The bruntime is infact both an interpreter and a disassembler for the bytecode generated by the bcompiler application. It only operates on such bytecode files and it cannot be meaningfully used with butter sourcecode at all.
The following options are allowed when invoking the butter runtime:
-h prints a short help and then exits.
-d disassembles all of the bytecode and also prints out all other information, like symbolnames, stored in the bytecode file(s).
-D only prints out the additional information, like symbol names, from the bytecode file(s). the actual code itself is not displayed. This option is usefull for just checking certain symbols in a file or for "grepping" for certain function names.

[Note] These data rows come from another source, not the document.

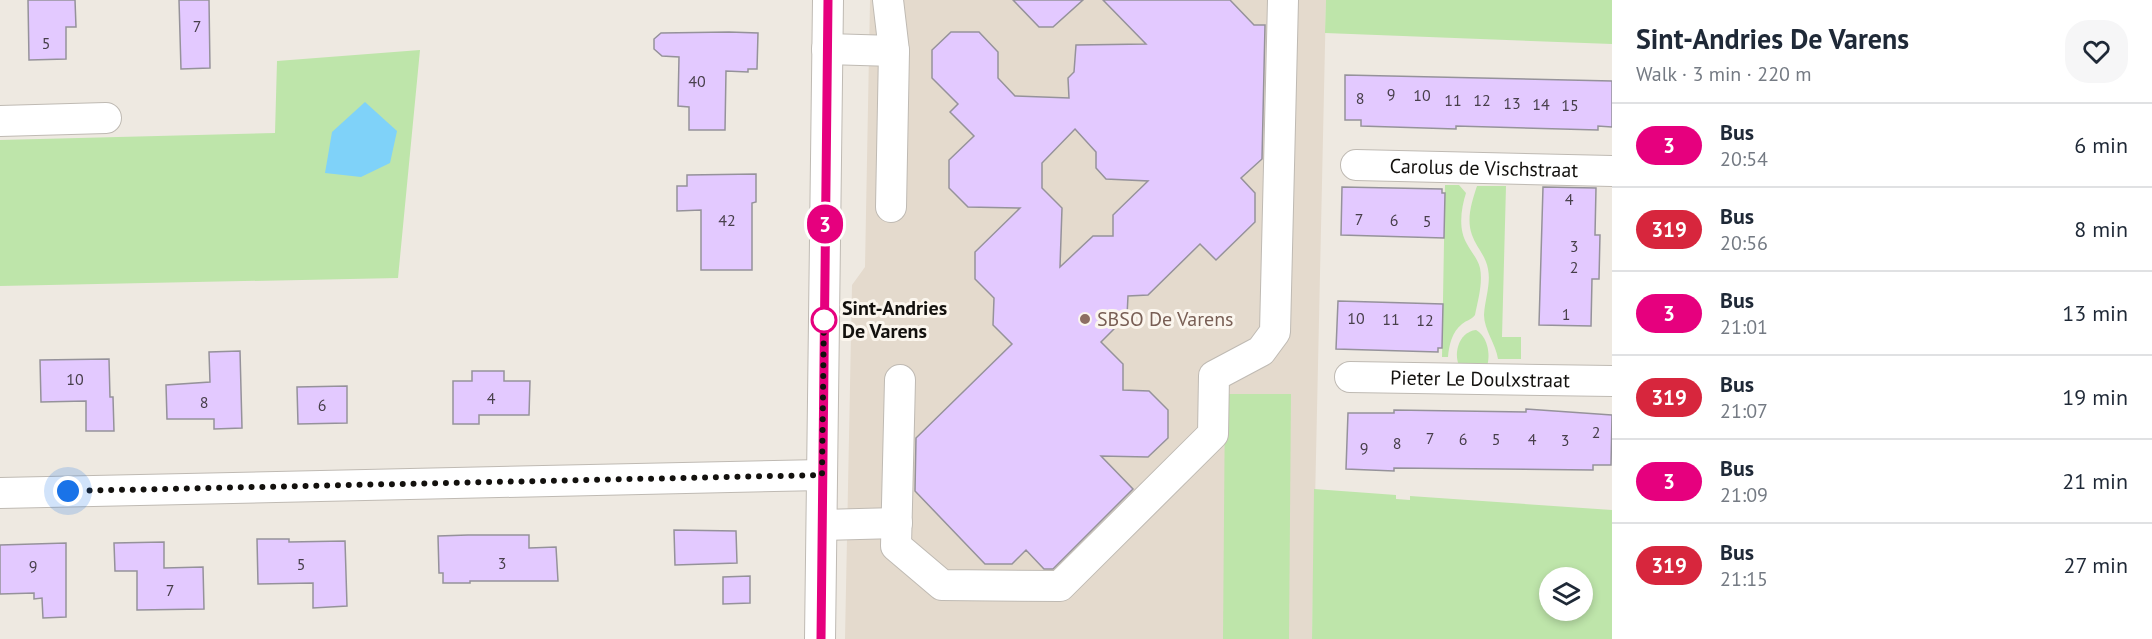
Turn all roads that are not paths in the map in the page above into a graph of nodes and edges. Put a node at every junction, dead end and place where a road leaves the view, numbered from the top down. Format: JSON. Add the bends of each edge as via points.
{"nodes":[{"id":1,"x":828,"y":0,"type":"edge"},
{"id":2,"x":888,"y":0,"type":"edge"},
{"id":3,"x":1283,"y":0,"type":"edge"},
{"id":4,"x":828,"y":49,"type":"junction"},
{"id":5,"x":894,"y":51,"type":"junction"},
{"id":6,"x":106,"y":118,"type":"dead end"},
{"id":7,"x":0,"y":121,"type":"edge"},
{"id":8,"x":1356,"y":165,"type":"dead end"},
{"id":9,"x":1612,"y":171,"type":"edge"},
{"id":10,"x":891,"y":207,"type":"dead end"},
{"id":11,"x":1350,"y":377,"type":"dead end"},
{"id":12,"x":900,"y":380,"type":"dead end"},
{"id":13,"x":1612,"y":381,"type":"edge"},
{"id":14,"x":822,"y":475,"type":"junction"},
{"id":15,"x":0,"y":493,"type":"edge"},
{"id":16,"x":897,"y":523,"type":"junction"},
{"id":17,"x":822,"y":525,"type":"junction"},
{"id":18,"x":820,"y":639,"type":"edge"}],
"edges":[{"from":1,"to":4,"type":"street"},
{"from":2,"to":5,"type":"street"},
{"from":3,"to":16,"type":"street","via":[[1275,332],[1260,351],[1214,376],[1213,434],[1060,586],[942,585],[896,546]]},
{"from":4,"to":5,"type":"street"},
{"from":4,"to":14,"type":"street"},
{"from":5,"to":10,"type":"street"},
{"from":6,"to":7,"type":"street"},
{"from":8,"to":9,"type":"street","name":"Carolus de Vischstraat"},
{"from":11,"to":13,"type":"street","name":"Pieter Le Doulxstraat"},
{"from":12,"to":16,"type":"street"},
{"from":14,"to":15,"type":"street"},
{"from":14,"to":17,"type":"street"},
{"from":16,"to":17,"type":"street"},
{"from":17,"to":18,"type":"street"}]}
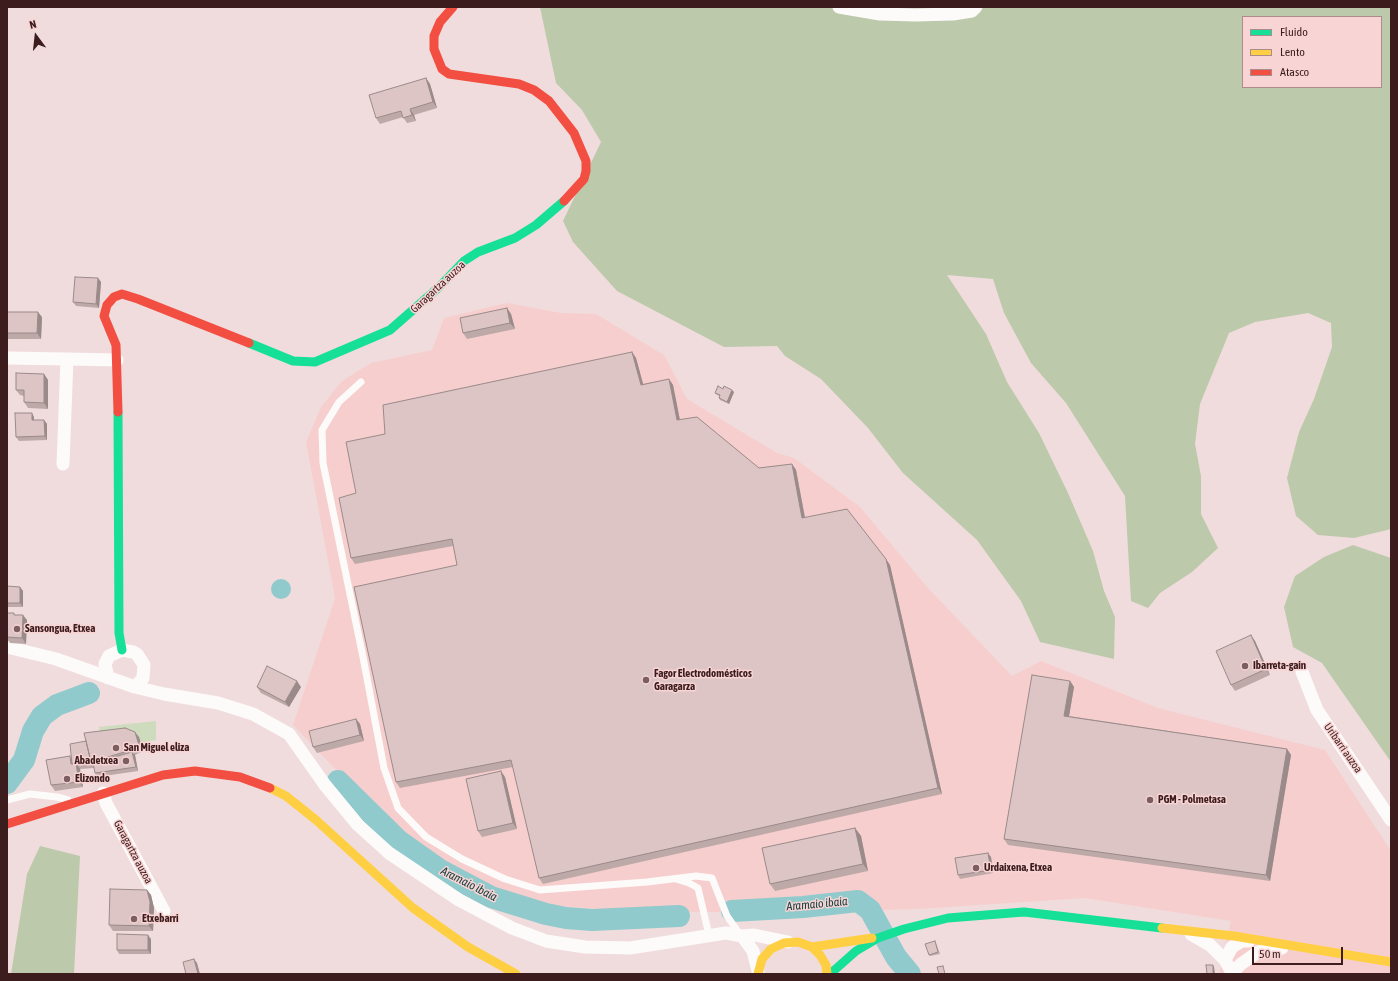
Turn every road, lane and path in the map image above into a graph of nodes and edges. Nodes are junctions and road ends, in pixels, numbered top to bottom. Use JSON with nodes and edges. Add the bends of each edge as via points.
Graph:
{"nodes":[{"id":1,"x":453,"y":7,"type":"edge"},
{"id":2,"x":840,"y":7,"type":"edge"},
{"id":3,"x":976,"y":7,"type":"edge"},
{"id":4,"x":7,"y":358,"type":"edge"},
{"id":5,"x":67,"y":359,"type":"junction"},
{"id":6,"x":117,"y":360,"type":"junction"},
{"id":7,"x":361,"y":382,"type":"dead end"},
{"id":8,"x":63,"y":464,"type":"dead end"},
{"id":9,"x":7,"y":647,"type":"edge"},
{"id":10,"x":122,"y":650,"type":"junction"},
{"id":11,"x":1302,"y":672,"type":"dead end"},
{"id":12,"x":108,"y":678,"type":"junction"},
{"id":13,"x":135,"y":686,"type":"junction"},
{"id":14,"x":103,"y":793,"type":"junction"},
{"id":15,"x":7,"y":800,"type":"edge"},
{"id":16,"x":74,"y":802,"type":"junction"},
{"id":17,"x":1391,"y":820,"type":"edge"},
{"id":18,"x":7,"y":824,"type":"edge"},
{"id":19,"x":674,"y":878,"type":"junction"},
{"id":20,"x":164,"y":911,"type":"dead end"},
{"id":21,"x":1181,"y":930,"type":"junction"},
{"id":22,"x":1221,"y":934,"type":"junction"},
{"id":23,"x":708,"y":936,"type":"junction"},
{"id":24,"x":742,"y":936,"type":"junction"},
{"id":25,"x":878,"y":938,"type":"junction"},
{"id":26,"x":1261,"y":940,"type":"junction"},
{"id":27,"x":788,"y":942,"type":"junction"},
{"id":28,"x":1234,"y":946,"type":"junction"},
{"id":29,"x":1298,"y":946,"type":"junction"},
{"id":30,"x":812,"y":947,"type":"junction"},
{"id":31,"x":1226,"y":960,"type":"junction"},
{"id":32,"x":1391,"y":962,"type":"edge"},
{"id":33,"x":1234,"y":971,"type":"edge"},
{"id":34,"x":758,"y":973,"type":"edge"},
{"id":35,"x":516,"y":974,"type":"edge"},
{"id":36,"x":829,"y":974,"type":"edge"}],
"edges":[{"from":1,"to":6,"type":"main road","name":"Garagartza auzoa","via":[[440,22],[434,36],[434,49],[442,69],[449,74],[519,84],[534,90],[549,100],[570,127],[581,147],[586,161],[586,171],[584,179],[563,202],[536,225],[515,238],[478,252],[464,261],[438,288],[390,330],[315,362],[293,361],[122,294],[114,297],[107,305],[104,316],[116,345]]},
{"from":2,"to":3,"type":"street","via":[[880,14],[915,15],[954,14],[972,11]]},
{"from":4,"to":5,"type":"street"},
{"from":5,"to":6,"type":"street"},
{"from":5,"to":8,"type":"street"},
{"from":6,"to":10,"type":"main road","via":[[119,633]]},
{"from":7,"to":19,"type":"lane","via":[[339,402],[322,430],[323,463],[384,768],[398,808],[426,837],[462,859],[505,880],[540,890]]},
{"from":9,"to":12,"type":"street","via":[[56,659]]},
{"from":10,"to":12,"type":"street","via":[[106,659],[105,669]]},
{"from":10,"to":13,"type":"street","via":[[137,654],[143,660],[143,678]]},
{"from":11,"to":17,"type":"street","name":"Uribarri auzoa","via":[[1317,710]]},
{"from":12,"to":13,"type":"street"},
{"from":13,"to":23,"type":"street","via":[[164,694],[218,703],[253,714],[289,734],[325,785],[358,825],[389,853],[459,900],[512,928],[546,941],[585,947],[630,948]]},
{"from":14,"to":16,"type":"main road"},
{"from":14,"to":20,"type":"street","name":"Garagartza auzoa"},
{"from":14,"to":35,"type":"main road","via":[[163,775],[196,771],[227,775],[263,785],[286,796],[316,820],[413,908],[441,929]]},
{"from":15,"to":16,"type":"lane","via":[[30,794],[57,796]]},
{"from":16,"to":18,"type":"main road"},
{"from":19,"to":23,"type":"lane","via":[[698,888]]},
{"from":19,"to":24,"type":"lane","via":[[712,878],[727,916]]},
{"from":21,"to":22,"type":"main road"},
{"from":21,"to":25,"type":"main road","via":[[1024,912],[948,918]]},
{"from":21,"to":31,"type":"street","via":[[1210,945]]},
{"from":22,"to":26,"type":"main road"},
{"from":22,"to":28,"type":"street"},
{"from":23,"to":24,"type":"street","via":[[726,933]]},
{"from":24,"to":27,"type":"street"},
{"from":24,"to":34,"type":"street","via":[[753,951]]},
{"from":25,"to":30,"type":"main road"},
{"from":25,"to":36,"type":"main road","via":[[856,951]]},
{"from":26,"to":28,"type":"street","via":[[1242,941]]},
{"from":26,"to":29,"type":"main road"},
{"from":27,"to":30,"type":"main road","via":[[798,942]]},
{"from":27,"to":34,"type":"main road","via":[[770,949],[762,959]]},
{"from":28,"to":31,"type":"street"},
{"from":28,"to":33,"type":"street","via":[[1240,960]]},
{"from":29,"to":32,"type":"main road"},
{"from":29,"to":33,"type":"street","via":[[1258,952]]},
{"from":30,"to":36,"type":"main road","via":[[820,955]]},
{"from":31,"to":33,"type":"street"}]}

-v this switch will cause massively verbose printing during the code loading process to happen. This is usefull in case the interpreter crashes during loading (this is likely to happen when one compiled the interpreter with one of the unsecure settings from the btconfig.h file, on a platform that does not support them) and should at least give some slight hints where the problem occurs.

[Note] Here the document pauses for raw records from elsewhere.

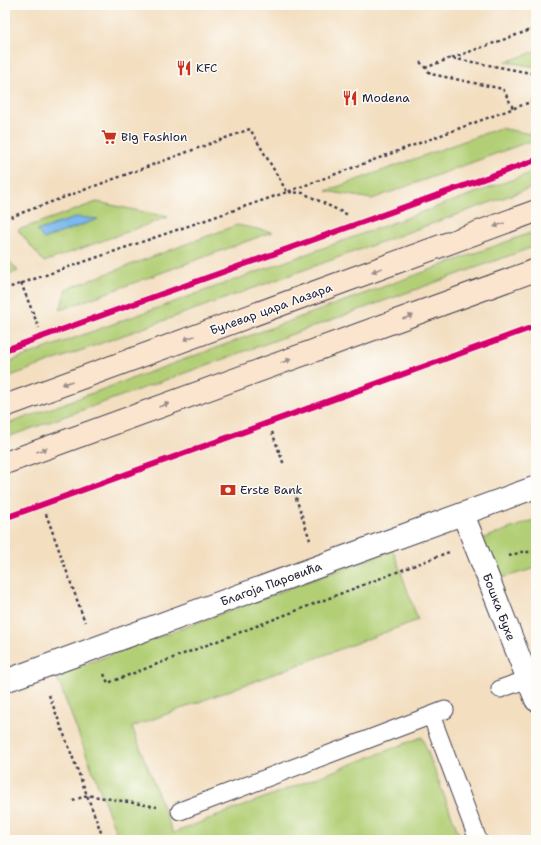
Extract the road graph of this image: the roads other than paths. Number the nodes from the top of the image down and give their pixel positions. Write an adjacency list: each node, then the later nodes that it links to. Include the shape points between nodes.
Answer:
1 (536, 212): 3 (main road, Булевар цара Лазара, one-way to 3)
2 (536, 270): 4 (main road, one-way to 2)
3 (5, 406)
4 (5, 463)
5 (536, 487): 6 (street, Благоја Паровића)
6 (463, 514): 7 (street, Бошка Бухе); 8 (street, Благоја Паровића)
7 (528, 679): 9 (lane); 10 (street, Бошка Бухе)
8 (5, 681)
9 (500, 689)
10 (536, 700)
11 (180, 810): 12 (lane, via 438,713)
12 (478, 840)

-m this will print out (very raw) memory allocation info for those interested in sane heapmemory usage.
-p some minimal profiling info is printed after execution of bytecode has finished.
-M prints some info about the architecture that the interpreter is running on and then exits.
-Aargument specifies an argument. Use often for multiple arguments.
If not otherwise noted, you can combine options freely and the runtime will act accordingly.